AUSTRALIAN-OWNED company AussieMite have apologised for a new advertising campaign depicting a sacramental wafer being dipped into their product AussieMite during a Catholic mass.
A woman receiving Communion uses her wafer to dip into the black yeast product, before offering a taste to the priest. The ad finishes with the line “It’s sacrilicious”.
The advertisement has caused offence amongst the Catholic community, with many taking to Facebook and YouTube with calls to boycott the product.
“Disrespectful and disgusting,” says Mahir Murad. “I’m one customer that will never buy this product again.”
Mary Guy states: “I am deeply offended. Your clip shows no respect to religion.”
The ad’s creator, Mick Hunter from Sydney agency Grown-Ups, yesterday defended the ad and said it was intended to create a stir.

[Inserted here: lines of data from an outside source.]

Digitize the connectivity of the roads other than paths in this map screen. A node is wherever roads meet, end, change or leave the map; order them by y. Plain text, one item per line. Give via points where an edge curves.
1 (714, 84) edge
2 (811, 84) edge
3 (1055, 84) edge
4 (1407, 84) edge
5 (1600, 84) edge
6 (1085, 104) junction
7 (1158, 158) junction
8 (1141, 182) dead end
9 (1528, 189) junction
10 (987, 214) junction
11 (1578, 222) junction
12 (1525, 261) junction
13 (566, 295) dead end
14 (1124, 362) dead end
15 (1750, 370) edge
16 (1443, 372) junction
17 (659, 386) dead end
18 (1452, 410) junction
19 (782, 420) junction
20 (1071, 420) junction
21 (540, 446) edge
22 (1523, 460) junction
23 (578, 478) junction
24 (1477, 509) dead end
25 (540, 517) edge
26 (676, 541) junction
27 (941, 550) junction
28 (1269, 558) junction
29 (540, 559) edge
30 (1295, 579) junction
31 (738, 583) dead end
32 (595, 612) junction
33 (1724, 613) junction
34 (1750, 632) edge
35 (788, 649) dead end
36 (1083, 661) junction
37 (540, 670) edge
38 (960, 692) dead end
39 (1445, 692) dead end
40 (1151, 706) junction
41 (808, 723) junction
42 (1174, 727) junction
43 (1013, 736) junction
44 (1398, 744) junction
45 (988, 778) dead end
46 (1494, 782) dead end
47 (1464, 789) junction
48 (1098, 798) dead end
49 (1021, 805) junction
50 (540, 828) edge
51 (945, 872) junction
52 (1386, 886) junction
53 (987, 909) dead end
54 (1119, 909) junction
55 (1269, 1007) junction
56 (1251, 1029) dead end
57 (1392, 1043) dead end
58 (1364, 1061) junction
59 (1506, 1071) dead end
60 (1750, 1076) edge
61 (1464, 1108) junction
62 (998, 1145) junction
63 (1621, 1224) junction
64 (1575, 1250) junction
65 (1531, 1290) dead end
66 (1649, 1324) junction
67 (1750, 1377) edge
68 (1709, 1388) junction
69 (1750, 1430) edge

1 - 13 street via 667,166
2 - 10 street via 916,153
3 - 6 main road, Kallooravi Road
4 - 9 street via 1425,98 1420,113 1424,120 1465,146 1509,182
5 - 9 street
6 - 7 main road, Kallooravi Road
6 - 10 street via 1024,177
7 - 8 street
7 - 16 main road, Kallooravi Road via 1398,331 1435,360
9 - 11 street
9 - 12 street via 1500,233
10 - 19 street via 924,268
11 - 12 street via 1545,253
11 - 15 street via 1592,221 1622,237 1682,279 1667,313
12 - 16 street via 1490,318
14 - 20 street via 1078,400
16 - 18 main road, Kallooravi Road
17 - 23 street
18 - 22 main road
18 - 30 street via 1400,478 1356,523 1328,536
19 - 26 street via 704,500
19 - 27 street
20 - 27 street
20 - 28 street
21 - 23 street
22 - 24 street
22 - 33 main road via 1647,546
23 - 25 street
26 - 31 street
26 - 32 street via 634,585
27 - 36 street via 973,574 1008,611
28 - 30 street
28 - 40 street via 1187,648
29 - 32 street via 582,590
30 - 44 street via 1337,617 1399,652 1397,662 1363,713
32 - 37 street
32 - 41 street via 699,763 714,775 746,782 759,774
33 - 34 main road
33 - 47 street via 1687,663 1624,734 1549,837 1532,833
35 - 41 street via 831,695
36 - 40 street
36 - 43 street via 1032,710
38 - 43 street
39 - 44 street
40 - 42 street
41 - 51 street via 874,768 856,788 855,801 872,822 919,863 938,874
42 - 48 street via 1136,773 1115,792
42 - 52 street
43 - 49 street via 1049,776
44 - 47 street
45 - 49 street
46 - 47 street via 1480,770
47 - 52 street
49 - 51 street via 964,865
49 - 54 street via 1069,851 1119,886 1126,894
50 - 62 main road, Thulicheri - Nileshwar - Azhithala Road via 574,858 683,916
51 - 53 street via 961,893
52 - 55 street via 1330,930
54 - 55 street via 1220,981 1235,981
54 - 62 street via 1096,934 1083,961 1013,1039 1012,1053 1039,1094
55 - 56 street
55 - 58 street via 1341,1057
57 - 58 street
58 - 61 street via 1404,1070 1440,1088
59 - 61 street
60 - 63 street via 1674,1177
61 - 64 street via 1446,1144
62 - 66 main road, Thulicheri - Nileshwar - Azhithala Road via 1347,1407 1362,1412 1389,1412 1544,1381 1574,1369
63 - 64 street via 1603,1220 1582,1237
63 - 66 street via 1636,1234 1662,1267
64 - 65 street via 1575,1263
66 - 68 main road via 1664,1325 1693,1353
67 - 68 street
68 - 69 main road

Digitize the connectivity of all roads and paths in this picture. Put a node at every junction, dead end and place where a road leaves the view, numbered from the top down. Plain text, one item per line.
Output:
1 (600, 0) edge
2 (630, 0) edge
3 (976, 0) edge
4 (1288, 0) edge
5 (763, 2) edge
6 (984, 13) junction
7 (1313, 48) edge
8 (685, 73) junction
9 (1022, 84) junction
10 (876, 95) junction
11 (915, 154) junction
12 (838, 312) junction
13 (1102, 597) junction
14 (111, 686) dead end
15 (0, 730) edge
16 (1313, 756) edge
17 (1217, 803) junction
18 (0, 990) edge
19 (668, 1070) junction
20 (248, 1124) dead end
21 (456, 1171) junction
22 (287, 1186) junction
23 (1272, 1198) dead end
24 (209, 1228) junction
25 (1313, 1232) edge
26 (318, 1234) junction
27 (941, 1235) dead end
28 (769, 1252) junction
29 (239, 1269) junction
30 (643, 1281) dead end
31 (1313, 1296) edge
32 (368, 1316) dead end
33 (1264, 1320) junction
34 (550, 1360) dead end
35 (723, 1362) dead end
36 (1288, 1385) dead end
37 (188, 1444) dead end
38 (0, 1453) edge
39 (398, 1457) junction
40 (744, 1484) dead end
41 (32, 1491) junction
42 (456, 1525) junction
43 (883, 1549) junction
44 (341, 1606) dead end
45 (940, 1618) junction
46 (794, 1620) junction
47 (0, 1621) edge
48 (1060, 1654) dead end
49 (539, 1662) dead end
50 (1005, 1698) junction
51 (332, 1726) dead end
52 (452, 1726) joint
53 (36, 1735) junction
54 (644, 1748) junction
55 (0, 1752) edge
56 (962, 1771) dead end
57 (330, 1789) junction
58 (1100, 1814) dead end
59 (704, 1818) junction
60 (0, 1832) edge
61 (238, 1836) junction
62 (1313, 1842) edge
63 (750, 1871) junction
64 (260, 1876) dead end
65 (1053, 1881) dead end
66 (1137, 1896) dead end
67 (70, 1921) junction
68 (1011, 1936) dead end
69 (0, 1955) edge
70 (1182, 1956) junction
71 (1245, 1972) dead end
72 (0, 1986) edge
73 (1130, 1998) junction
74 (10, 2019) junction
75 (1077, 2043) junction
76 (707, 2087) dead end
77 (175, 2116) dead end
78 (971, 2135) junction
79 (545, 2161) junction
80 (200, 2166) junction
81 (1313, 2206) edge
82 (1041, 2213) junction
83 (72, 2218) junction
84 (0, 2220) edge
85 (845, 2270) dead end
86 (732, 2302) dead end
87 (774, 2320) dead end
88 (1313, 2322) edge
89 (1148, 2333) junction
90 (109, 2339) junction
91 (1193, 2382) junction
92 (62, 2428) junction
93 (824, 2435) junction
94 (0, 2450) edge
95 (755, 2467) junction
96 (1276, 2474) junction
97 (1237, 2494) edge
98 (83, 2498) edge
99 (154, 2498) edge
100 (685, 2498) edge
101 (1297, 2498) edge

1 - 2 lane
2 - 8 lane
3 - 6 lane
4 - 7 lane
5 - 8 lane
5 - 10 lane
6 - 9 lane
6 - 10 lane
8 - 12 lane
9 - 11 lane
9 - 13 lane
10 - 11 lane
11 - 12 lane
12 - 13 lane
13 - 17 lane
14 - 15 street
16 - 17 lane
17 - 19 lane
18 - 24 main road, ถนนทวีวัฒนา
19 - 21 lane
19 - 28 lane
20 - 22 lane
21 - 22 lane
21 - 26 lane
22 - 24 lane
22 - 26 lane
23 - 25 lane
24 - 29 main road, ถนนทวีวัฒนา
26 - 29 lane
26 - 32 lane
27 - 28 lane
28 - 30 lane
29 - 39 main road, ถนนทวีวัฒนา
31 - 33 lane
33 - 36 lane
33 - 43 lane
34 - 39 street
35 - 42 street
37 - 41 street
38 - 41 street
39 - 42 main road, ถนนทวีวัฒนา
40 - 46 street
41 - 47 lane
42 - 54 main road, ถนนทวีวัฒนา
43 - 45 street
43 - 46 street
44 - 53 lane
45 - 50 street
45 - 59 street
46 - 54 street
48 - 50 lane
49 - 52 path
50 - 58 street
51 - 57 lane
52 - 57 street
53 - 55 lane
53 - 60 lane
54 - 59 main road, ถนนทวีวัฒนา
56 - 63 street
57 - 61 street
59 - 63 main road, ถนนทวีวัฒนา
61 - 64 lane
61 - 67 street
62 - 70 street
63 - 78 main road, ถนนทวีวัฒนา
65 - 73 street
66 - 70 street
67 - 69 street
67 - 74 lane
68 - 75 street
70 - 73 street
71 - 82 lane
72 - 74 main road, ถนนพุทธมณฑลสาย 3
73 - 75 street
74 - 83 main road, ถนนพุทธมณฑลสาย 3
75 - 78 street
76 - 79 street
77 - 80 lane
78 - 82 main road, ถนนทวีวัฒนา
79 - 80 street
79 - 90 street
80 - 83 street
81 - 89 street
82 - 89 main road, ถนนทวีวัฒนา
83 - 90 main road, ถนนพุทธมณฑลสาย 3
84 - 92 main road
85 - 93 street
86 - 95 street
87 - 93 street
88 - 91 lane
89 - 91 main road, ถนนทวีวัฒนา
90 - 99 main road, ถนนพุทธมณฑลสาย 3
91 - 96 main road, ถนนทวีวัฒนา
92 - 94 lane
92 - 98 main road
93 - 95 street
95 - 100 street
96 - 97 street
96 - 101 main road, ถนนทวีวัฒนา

“It’s probably a bit sacrilegious to the faithful but they are dwindling in popularity as we speak,” he told the Herald Sun.
AussieMite director Elise Ramsey said there was no offence intended, and the campaign was a tactic to challenge the dominant players in the yeast spread market — Vegemite, owned by American company Kraft, and Dick Smith’s Ozemite.
“I’m Catholic and I don’t find it offensive. It’s simply meant to be a talking-piece,” Ms Ramsey said yesterday.
“I hope that Australia finds it funny.”
AussieMite have today issued a statement on their Facebook page apologising for any offence caused.
“Please understand that we didn’t intend to offend anyone, we only wanted to highlight how delicious AussieMite is,” says the statement.
“We hope that you find it in your heart to forgive us for any offence caused and that you release any ill feelings towards us and our product.”
AussieMite have in recent years tried to expand into the UK market, and is stocked at Waitrose and Selfridges.